‘The Marvelous Mrs. Maisel’s’ act is starting to look stale as it nears the exit
Review by Brian Lowry, CNN
Dear Mrs. Maisel:
Maybe it’s the long layoff, or maybe it’s partly because your act already felt like it was growing a little stale, but the new season of “The Marvelous Mrs. Maisel?” Not your best stuff, at least based on the first few episodes. In fact, it just feels like you’re hitting the same one-liners all over again.
Granted, this might be a minority opinion, given all the major Emmys that you collected in 2018, before “Fleabag” and that guy Ted Lasso came along. But season four — picking up after the left-behind-on-the-tarmac moment that closed the stronger third season more than two years ago — feels like too much of a reset, putting you back in that hungry-for-stage-time mode from which you appeared to have graduated.
That’s not to say the cast (starting with Rachel Brosnahan as, well, you) isn’t terrific, or that there aren’t some funny lines.

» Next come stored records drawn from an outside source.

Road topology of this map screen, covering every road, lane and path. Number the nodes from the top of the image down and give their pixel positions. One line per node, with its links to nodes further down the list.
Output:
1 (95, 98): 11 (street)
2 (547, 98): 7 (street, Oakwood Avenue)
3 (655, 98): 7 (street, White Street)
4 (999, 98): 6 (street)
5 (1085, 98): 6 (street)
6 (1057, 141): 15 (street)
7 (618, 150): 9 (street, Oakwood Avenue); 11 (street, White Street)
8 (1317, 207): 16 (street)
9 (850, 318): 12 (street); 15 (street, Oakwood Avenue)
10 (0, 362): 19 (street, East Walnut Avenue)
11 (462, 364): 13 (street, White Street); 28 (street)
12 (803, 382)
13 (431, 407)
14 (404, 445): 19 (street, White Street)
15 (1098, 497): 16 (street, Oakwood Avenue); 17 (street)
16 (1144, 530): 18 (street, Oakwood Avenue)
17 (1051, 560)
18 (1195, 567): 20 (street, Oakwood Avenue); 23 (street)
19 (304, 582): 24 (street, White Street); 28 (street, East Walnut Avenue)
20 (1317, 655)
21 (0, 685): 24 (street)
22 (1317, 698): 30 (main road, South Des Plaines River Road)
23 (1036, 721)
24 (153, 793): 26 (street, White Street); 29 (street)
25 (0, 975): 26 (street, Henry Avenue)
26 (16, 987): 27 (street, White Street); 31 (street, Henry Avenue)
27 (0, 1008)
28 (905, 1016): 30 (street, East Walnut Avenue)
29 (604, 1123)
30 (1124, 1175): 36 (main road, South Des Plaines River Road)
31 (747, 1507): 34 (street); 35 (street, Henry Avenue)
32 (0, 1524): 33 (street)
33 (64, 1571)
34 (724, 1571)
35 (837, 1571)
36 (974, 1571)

It’s also notable that your ex Joel (Michael Zegen) has actually blossomed into a fairly appealing character, something that certainly wasn’t obvious when the series premiered in 2017.
Understandably, the setback to your career creates a lot of headaches for your manager, Susie (Alex Borstein), who faces pressure to get you back on a stage.
“You know what’s great about me? When I’m me,” you tell her, referencing that thing when you throw out the playbook and just randomly start riffing out stream-of-consciousness standup routines, which of course are actually meticulously written and rehearsed.
There are also amusing moments involving the extended family, although even that has begun to yield diminishing returns. For example, there’s that scene where everyone is yelling at each other on the Wonder Wheel in Coney Island, which starts out well and then just seems to go on and on.
As a completist, it will be nice to see how and where “Mrs. Maisel” reaches the end of her journey, which has held up a mirror about the misogyny that a female comic faced then and by extension lingering issues that exist to this day. Fortunately, Amazon announced on the eve of this premiere that the coming season will be the fifth and final one, offering the prospect of closure in the not-too-distant future.
The show helped put Amazon Prime on the programming map, so kudos on that to writer-producer Amy Sherman-Palladino.
Still, you know that little red light in the back of the house that tells comedians when their set is almost over? It’s actually nice to see that even the producers realized it had come on, an indicator that it’s time to start wrapping things up.
“The Marvelous Mrs. Maisel” premieres its fourth season Feb. 18 on Amazon.